What the task requires:
I need the number of lines in the data that include "roads"; reply with that number alone.

(Saved data entries)

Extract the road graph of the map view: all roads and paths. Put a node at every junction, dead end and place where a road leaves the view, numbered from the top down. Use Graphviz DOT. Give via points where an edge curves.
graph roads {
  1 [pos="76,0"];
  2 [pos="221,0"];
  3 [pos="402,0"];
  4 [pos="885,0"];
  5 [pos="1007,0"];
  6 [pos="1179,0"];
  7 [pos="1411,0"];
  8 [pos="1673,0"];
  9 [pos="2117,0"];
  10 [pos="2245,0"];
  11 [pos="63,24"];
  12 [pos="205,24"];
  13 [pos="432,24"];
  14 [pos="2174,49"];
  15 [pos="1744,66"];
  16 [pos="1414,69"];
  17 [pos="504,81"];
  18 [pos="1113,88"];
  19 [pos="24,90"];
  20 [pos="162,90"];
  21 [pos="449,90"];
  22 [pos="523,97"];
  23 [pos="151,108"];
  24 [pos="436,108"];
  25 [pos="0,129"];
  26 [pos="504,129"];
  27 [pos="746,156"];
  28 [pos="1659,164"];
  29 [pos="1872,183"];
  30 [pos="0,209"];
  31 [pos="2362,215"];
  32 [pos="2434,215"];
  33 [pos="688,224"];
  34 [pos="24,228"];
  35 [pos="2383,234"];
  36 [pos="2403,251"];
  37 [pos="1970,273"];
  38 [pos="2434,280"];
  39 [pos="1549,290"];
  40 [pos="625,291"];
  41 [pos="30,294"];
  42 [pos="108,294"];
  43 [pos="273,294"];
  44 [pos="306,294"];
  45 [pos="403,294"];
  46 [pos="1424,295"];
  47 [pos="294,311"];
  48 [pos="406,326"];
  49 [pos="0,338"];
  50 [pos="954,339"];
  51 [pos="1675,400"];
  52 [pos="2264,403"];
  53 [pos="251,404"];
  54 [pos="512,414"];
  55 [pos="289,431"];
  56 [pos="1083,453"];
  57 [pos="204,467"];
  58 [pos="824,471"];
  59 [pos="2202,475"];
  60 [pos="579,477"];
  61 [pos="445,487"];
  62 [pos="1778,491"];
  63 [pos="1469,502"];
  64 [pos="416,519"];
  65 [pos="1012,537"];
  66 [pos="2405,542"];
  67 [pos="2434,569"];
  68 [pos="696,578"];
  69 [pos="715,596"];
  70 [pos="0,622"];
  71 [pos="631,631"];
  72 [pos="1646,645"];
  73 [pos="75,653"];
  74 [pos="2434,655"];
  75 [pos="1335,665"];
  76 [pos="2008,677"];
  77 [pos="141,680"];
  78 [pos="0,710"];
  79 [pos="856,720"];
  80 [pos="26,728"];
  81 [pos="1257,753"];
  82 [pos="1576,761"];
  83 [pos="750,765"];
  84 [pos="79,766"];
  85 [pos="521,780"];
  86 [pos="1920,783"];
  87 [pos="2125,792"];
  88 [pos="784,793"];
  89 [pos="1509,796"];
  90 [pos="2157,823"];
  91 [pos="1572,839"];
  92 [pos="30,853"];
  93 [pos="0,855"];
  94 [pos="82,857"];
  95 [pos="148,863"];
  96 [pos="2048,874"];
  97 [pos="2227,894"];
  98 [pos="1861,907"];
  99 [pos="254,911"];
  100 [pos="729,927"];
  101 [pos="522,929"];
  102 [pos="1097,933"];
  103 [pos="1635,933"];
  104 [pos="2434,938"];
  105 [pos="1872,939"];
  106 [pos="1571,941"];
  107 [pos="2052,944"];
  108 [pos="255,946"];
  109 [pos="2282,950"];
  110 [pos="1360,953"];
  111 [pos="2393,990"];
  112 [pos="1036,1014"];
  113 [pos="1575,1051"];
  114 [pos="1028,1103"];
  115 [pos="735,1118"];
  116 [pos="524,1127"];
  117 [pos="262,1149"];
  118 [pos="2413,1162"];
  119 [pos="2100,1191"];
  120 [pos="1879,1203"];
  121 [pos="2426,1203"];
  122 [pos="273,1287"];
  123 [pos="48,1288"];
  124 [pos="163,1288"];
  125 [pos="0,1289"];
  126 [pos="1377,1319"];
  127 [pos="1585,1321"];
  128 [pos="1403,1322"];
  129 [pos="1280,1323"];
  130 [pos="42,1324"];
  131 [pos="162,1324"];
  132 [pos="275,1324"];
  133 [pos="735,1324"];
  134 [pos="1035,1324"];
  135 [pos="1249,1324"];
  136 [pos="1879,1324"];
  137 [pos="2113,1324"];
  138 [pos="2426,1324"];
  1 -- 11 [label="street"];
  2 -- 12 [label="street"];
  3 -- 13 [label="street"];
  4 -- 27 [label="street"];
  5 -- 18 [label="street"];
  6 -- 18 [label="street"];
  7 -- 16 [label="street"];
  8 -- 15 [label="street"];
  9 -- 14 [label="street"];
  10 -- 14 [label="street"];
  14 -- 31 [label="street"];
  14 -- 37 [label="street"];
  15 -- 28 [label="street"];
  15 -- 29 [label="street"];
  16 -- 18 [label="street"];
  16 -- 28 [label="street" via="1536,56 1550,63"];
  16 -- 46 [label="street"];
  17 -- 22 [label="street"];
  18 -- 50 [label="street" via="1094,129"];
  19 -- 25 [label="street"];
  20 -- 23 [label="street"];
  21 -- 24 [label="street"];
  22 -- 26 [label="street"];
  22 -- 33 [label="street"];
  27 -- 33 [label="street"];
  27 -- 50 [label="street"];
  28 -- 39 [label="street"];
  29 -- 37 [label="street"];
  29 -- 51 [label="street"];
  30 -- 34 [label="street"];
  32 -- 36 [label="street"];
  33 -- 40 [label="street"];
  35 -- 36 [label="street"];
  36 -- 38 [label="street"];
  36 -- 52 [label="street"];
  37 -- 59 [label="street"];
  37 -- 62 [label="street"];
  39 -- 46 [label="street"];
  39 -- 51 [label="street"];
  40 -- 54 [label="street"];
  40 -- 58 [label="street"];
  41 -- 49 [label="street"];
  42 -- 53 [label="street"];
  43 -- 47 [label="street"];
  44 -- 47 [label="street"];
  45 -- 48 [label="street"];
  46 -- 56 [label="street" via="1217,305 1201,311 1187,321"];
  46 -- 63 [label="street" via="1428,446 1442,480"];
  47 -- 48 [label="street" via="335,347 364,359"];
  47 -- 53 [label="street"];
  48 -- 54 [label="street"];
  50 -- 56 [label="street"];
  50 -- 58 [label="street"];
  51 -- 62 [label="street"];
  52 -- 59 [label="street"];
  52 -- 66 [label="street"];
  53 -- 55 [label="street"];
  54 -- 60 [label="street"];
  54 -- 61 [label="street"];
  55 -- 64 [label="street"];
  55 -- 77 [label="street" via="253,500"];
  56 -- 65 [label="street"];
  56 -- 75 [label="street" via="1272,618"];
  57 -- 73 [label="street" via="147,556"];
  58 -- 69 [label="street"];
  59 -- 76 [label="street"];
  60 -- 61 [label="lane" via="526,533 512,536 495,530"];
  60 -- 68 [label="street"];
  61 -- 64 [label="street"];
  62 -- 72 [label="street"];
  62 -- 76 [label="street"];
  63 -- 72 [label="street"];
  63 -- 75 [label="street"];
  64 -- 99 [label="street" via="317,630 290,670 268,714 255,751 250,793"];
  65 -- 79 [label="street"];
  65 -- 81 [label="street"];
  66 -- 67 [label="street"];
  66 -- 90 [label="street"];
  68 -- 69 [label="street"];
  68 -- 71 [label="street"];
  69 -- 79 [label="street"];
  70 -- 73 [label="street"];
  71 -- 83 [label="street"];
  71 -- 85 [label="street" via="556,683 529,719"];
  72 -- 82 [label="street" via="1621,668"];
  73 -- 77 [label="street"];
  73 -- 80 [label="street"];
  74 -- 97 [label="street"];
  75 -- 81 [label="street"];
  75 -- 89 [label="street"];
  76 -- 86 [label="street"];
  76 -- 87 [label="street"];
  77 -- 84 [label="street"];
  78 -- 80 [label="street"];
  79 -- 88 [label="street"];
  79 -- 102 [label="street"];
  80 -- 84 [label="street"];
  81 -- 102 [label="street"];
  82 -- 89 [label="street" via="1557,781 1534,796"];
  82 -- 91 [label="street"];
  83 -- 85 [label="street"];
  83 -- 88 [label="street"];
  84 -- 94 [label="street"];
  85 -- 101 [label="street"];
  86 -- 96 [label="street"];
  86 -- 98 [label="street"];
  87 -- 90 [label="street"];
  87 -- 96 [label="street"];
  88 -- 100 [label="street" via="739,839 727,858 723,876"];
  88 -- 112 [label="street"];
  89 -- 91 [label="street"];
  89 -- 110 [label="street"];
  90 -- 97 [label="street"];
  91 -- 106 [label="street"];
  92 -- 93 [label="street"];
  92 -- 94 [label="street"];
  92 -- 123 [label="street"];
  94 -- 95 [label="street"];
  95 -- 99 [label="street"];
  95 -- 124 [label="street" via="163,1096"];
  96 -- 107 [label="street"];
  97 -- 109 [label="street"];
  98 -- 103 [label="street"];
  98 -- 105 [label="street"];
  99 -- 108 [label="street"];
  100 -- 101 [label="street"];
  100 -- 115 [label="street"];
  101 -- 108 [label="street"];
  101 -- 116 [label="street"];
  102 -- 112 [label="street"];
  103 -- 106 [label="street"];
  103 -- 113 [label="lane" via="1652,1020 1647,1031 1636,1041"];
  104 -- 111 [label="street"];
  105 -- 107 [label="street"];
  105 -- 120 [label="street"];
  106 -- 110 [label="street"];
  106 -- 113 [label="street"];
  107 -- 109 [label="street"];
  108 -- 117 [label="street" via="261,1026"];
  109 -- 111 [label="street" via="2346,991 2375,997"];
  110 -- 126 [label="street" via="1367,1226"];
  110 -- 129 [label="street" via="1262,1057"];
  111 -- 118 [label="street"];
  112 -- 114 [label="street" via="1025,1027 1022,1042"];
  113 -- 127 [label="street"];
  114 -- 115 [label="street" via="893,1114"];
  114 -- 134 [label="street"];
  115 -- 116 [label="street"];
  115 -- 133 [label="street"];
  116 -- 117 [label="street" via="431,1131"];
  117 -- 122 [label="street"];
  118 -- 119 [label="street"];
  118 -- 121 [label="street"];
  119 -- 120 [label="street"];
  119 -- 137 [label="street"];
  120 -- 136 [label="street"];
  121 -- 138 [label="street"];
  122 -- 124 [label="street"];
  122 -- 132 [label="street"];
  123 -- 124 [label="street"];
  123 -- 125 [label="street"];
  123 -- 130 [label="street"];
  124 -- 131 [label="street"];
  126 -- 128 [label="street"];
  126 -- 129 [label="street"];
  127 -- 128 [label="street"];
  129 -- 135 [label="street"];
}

Exercise solution:
2